Говорят, у злобных выходцев из Нижнего мира рожи на пеньки похожи. Если так, тогда да: колода - в точности башка адьярая. И вся стрелами утыкана. Кустур молодец: ни разу не промазал.

- Ворона!

- Где?

- Вон…

- Ага, вижу.

У Кустура стрелы кончились. Пока будет за ними бегать, ворона улетит. А у меня одна осталась.

- Далеко, не попадешь.

- А я и не собирался! Зря птиц бить Бай-Баянай не велит.

- Ха! Станет Бай-Баянай ворон считать! Других забот у Хозяина Охоты нет! Если стрелять не собирался, чего лук поднял?

И правда, чего это я? Даже не заметил, как стрелу на тетиву наложил. Далеко, прав Кустур. Промажу. Я и в колоду-то не очень, а тут… Добить бы до осины, где ворона сидит - уже подвиг!

- Ну, поднял. А потом про Бай-Баяная вспомнил.

- Ври больше!

- Это я вру?!

- Сам знаешь: не попадешь! Вот и приплел Хозяина Охоты.

Жарко. Уши - раскаленные головешки. Щеки - груды рдеющих угольев. Со мной всегда так. Если совру, краснею хуже девчонки, и в жар бросает. А уж если уличат во лжи, тогда совсем - костром горю, ярким пламенем. Меня один раз водой окатили: остынь, дурачина! В шутку, значит. Я не обиделся, смеялся вместе со всеми. Нет, честно, не обиделся! Ну, может, чуть-чуть… Не умею, не умею я врать!

- Дай стрелу, а? Я не промажу!

Ворона каркнула с презрением. И еще каркнула. И еще. Ее карканье сожрало все звуки. Журчанье ручья, шелест листьев, щебет других пичуг - все-все, без остаточка. Пошло гулять эхо над аласом: от темной стены сосен за ручьем до крайних юрт на взгорке. Кар-кар-кар! Известное дело, воро̀ны беду приносят. Сейчас ка-ак накаркает!

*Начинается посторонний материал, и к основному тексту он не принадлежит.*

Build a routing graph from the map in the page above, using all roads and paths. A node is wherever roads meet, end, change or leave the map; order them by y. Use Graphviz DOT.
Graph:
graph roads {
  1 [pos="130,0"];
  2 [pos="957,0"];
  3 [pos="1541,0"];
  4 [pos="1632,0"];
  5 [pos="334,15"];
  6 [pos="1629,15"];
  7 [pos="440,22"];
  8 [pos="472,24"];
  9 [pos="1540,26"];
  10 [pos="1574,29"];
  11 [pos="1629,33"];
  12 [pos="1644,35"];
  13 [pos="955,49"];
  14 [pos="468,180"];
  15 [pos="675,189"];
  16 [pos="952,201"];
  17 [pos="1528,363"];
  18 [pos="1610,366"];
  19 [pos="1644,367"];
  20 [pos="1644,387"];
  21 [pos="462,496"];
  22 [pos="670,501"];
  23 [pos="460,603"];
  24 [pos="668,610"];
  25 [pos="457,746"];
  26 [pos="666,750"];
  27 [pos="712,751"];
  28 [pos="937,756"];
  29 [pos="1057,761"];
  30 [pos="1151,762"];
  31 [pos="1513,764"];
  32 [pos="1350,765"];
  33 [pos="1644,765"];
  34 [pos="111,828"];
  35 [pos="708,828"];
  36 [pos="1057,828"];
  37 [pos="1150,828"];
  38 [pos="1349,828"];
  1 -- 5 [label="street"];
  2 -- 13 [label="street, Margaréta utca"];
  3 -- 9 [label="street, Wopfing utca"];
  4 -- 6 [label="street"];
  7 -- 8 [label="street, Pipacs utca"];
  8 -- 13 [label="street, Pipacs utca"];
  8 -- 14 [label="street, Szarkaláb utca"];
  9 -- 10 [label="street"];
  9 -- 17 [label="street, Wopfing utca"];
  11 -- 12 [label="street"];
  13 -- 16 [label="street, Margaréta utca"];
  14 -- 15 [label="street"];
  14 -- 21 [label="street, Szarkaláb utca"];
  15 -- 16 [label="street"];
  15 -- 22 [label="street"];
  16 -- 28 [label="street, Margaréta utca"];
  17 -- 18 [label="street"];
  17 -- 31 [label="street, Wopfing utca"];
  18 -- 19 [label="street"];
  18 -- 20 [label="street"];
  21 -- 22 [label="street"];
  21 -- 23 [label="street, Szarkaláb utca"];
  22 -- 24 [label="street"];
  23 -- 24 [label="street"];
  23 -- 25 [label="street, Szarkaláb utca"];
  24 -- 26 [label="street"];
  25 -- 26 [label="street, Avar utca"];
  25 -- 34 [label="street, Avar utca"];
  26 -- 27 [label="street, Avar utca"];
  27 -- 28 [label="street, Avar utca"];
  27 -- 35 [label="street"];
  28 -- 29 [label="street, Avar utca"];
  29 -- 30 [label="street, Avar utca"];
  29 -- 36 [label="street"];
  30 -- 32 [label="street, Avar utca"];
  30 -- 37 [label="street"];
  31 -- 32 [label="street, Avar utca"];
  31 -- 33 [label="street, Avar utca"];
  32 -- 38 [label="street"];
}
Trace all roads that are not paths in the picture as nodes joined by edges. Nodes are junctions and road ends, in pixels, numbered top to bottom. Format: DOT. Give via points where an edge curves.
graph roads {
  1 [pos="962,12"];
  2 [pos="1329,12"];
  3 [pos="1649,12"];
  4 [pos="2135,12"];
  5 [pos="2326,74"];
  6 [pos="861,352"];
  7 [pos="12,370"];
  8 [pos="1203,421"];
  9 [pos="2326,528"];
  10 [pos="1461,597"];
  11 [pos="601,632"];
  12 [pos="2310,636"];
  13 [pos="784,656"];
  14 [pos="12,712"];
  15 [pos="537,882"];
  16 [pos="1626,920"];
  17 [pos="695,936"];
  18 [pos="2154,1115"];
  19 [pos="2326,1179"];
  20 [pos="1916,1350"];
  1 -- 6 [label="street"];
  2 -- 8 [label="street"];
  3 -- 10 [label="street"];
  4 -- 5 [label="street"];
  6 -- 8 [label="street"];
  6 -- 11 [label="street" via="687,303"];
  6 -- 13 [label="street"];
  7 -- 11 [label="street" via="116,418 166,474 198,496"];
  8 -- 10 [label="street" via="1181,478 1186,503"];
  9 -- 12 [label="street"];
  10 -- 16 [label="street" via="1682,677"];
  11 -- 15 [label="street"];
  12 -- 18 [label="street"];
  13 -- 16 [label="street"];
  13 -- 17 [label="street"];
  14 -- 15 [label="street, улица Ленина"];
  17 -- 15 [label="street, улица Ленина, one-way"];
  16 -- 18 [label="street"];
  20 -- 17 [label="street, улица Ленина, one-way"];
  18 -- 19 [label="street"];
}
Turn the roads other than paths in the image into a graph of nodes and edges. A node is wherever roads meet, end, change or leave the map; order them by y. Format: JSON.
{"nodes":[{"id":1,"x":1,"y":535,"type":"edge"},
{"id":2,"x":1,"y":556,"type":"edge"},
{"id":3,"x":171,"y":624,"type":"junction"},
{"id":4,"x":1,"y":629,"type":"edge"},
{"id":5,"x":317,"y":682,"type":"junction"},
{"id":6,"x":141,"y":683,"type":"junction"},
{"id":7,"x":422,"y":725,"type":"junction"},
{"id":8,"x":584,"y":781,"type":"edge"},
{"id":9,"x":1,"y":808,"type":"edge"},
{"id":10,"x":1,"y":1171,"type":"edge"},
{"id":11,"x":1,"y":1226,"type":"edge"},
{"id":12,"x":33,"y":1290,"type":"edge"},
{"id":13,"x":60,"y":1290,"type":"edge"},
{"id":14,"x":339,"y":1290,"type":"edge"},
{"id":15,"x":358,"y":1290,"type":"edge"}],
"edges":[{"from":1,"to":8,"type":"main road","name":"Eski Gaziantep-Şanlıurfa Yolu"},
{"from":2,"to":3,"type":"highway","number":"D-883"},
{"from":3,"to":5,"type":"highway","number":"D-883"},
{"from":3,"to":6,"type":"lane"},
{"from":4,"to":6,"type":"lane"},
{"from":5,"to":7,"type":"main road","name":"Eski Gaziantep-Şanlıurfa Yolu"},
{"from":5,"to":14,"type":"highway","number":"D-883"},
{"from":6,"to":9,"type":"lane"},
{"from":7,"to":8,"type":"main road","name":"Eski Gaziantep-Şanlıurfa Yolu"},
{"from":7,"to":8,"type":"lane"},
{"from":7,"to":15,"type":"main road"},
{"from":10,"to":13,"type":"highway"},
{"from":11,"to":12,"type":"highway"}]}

- Юрюн, дай стрелу! Ты все равно промажешь…

Я промажу?!

В глаз угодила соринка. Я моргнул, соринка исчезла, а ворона вдруг оказалась близко-близко. Хоть пальцем в нее тыкай! Вся нахохленная, будто мерзнет: перья встопорщены, глаз косит со злобой. Птица переступила с лапы на лапу, и черная бусина глаза уставилась прямо на меня. Клюв начал медленно раскрываться… Беду пророчить вздумала? Не успеешь, горевестница!

Плохая ворона. Плохая ворона.

Очень плохая ворона.

- Юрюн…

Возле уха мягко прошелестела тетива. Стрела ушла в полет. Будто что-то почувствовав, ворона заполошно взмахнула крыльями, спеша сняться с ветки. Но я знал: я не промахнулся.

Знал, и всё.

2
У меня лук взрослый

- Ну ты даешь! Прямо в глаз!

Кустур все продолжал восторгаться, никак не мог успокоиться. Приятно, когда тебя хвалят! И стыдно чуть-чуть. Кустур сегодня тоже хорошо стрелял.

- Ты бы и сам попал. Просто у тебя стрелы кончились.

- Ну… Наверное.

- Точно говорю, попал бы.

- Только не в глаз! Так один Дюлустан-боотур умеет!

- Еще Манчары-охотник.

- Да, Манчары может. Манчары, Дюлустан и ты!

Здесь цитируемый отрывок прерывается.